Design/methodology/approach
A pilot single blind prospective controlled trial evaluated two group intervention approaches, cognitive stimulation therapy (CST) and Sonas, with 28 participants with moderate dementia. Pseudorandomisation and single blinding were implemented. CST has a solid evidence base. Sonas is a widely used multi-sensory intervention in Ireland with an emerging evidence base. Participants were recruited from a mental health service. Participants who had a formal diagnosis of dementia, moderate cognitive impairment and some ability to communicate and understand communication were included.
Findings
Results supported CST to a greater extent than Sonas. The CST group showed significant changes in cognition (p = 0.032) and communication (p = 0.006). Both groups had significant changes in carer quality of life (CST, p = 0.019; Sonas, p = 0.035). Results support the recommendations for a future definitive trial.

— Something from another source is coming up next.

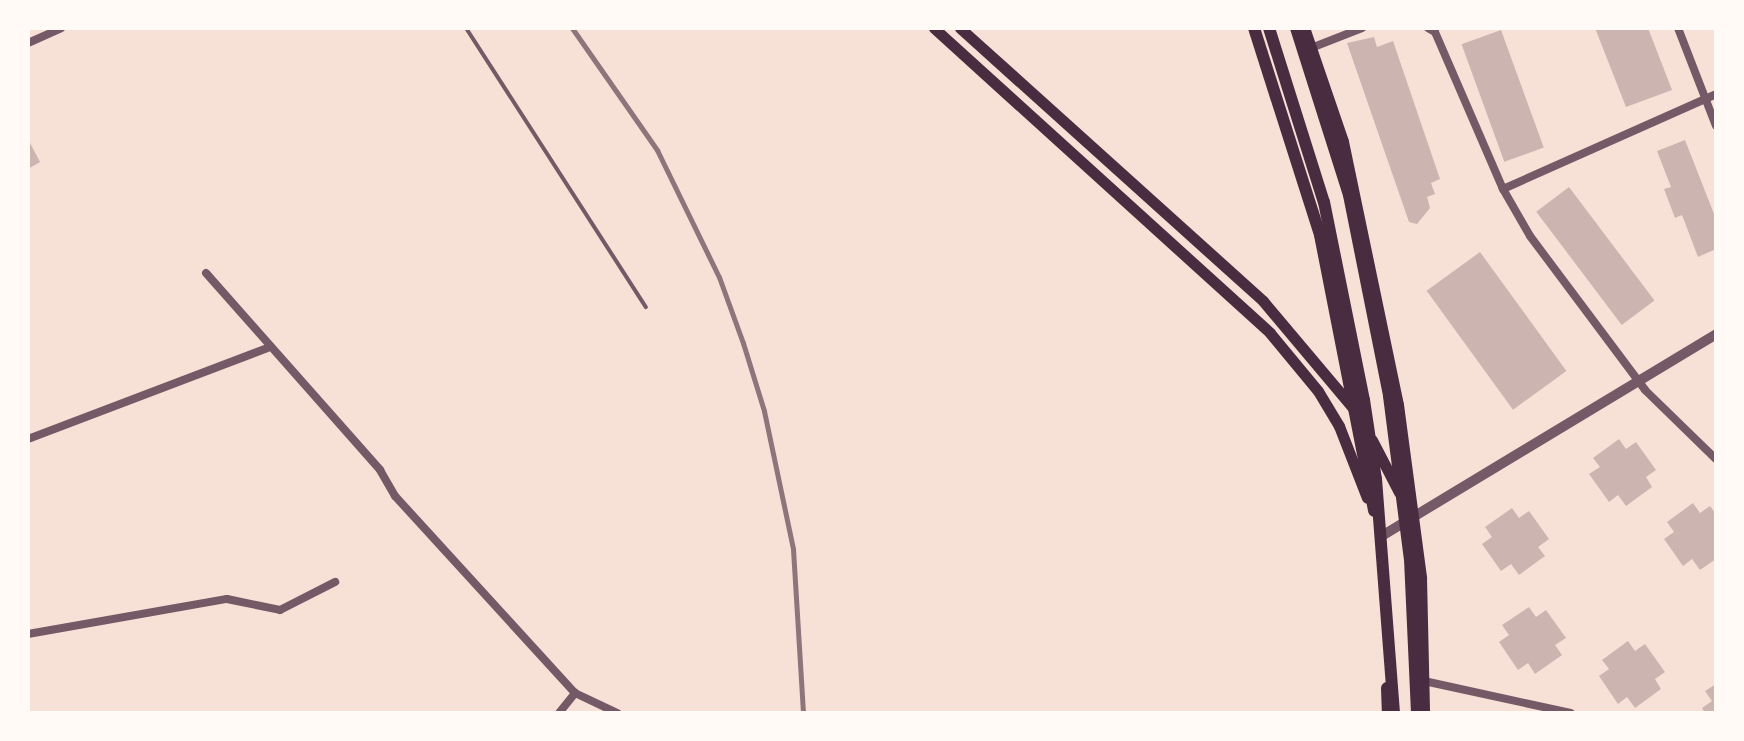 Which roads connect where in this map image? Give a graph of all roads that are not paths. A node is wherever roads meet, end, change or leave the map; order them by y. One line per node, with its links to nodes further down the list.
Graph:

Research limitations/implications
Rehabilitation potential of individuals living with moderate dementia was demonstrated. This study suggests that group interventions like these impact on the trajectory of dementia.
Practical implications
Rehabilitation interventions impact on the trajectory of dementia. CST and Sonas have no impact on activities of daily living. Future studies with larger sample sizes, 16 weeks intervention period and control groups are required.
Social implications
This pilot study supports CST over Sonas interventions for individuals living with moderate dementia. Multiple outcome measures demonstrated trends towards significance for both interventions. Future definitive trials may detect a significant effect of both interventions.
Originality/value
A dementia diagnosis is devastating and generally creates negative perceptions and associations (Alvira, 2014). In contrast, the outcomes of this study are positive. This study provides evidence that occupational therapist intervention can impact on the trajectory of the condition with people with dementia demonstrating that they do have rehabilitation potential by responding to treatment and improving and maintaining their abilities as they progress through the condition.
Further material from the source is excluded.